RICK PARFITT 1948 - 2016. Rok 2016 zbiera żniwa jak rzadko który rok. W wigilię tegorocznych świąt mniej zauważalnie obiegła świat wiadomość o odejściu jednego z dwóch liderów brytyjskiej kapeli Status Quo (obok Francisa Rossi - obaj od początku w zespole). Status Quo - jak sama nazwa wskazuje - ponad czterdzieści lat grała ten sam typ przebojowego rocka, w ich przypadku bardzo rozpoznawalnego, mając w swoim dorobku mnóstwo przebojów, z których najbardziej znanymi były "In The Army Now", cover przeboju holenderskiego duetu Bolland & Bolland (autorów większości hitów austriackiego wokalisty Falco), oraz 'Rockin' All Over The World', numer którym Status Quo rozpoczęli w 1985 roku słynny koncert Live Aid.

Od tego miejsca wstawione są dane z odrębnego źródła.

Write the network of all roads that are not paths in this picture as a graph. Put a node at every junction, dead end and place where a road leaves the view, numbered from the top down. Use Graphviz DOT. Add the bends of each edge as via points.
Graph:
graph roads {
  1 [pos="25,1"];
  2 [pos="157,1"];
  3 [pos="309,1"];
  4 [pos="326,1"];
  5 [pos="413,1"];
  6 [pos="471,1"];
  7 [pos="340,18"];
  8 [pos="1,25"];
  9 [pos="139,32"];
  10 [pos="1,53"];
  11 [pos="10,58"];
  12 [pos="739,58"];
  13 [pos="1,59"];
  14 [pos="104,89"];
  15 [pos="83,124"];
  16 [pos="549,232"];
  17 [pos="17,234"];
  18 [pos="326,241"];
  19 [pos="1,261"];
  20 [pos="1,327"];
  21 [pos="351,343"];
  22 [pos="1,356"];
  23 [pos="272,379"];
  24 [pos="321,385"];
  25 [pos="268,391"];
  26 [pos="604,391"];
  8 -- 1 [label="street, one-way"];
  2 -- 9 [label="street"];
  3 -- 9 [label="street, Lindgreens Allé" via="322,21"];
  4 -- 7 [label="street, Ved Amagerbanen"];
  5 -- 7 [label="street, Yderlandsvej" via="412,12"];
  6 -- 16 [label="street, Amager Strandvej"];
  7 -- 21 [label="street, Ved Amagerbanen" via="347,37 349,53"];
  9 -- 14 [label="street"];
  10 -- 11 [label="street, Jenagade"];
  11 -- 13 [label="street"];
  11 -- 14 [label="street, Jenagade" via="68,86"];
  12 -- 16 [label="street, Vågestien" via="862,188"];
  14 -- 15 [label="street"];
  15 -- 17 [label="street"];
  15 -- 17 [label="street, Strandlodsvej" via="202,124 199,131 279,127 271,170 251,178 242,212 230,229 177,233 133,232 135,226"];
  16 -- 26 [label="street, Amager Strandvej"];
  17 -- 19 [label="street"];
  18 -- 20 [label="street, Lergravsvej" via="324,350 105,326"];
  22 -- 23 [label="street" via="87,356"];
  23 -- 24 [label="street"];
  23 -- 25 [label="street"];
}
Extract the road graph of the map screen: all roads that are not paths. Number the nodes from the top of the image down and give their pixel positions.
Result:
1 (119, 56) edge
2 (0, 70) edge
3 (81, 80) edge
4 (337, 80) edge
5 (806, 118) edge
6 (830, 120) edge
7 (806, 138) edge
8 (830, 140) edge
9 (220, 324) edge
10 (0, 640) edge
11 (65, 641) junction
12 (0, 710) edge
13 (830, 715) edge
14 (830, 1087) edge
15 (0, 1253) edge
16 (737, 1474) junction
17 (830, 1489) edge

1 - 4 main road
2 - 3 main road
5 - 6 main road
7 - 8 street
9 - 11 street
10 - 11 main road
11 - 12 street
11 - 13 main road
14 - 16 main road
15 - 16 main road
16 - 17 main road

Paul McCartney: Smutne wiadomości w tegoroczne Święta Bożego Narodzenia o Ricku Parfitcie. Będzie bardzo brakowało jego rock and rollowego stylu.
Rick Parfitt i Francis Rossi |
Francis Rossi: Począwszy od tych wczesnych lat pracowaliśmy razem, by stworzyć
brzmienie, oblicze i hity Status Quo. Spędziliśmy lata razem w trasie,
na scenie i w studiu rzadko będąc daleko od siebie. Byliśmy drużyną,
duetem, partnerami i jednocześnie dwoma różnymi osobowościami, które
radziły sobie z presją dorastania, ciągłego podróżowania w trasach, z
sukcesem i podtrzymywaniem kreatywnego płomienia, aby płonął w różny
sposób. Rick był pierwowzorem rockowej gwiazdy, jedynej w swoim rodzaju. Nigdy
nie stracił tej frajdy, figlarności, zamiłowania do życia w zawrotnym
tempie, głośno i ryzykownie. Jego życie nigdy nie było nudne, był zawsze
głośniejszy, szybszy i bardziej beztroski niż my wszyscy.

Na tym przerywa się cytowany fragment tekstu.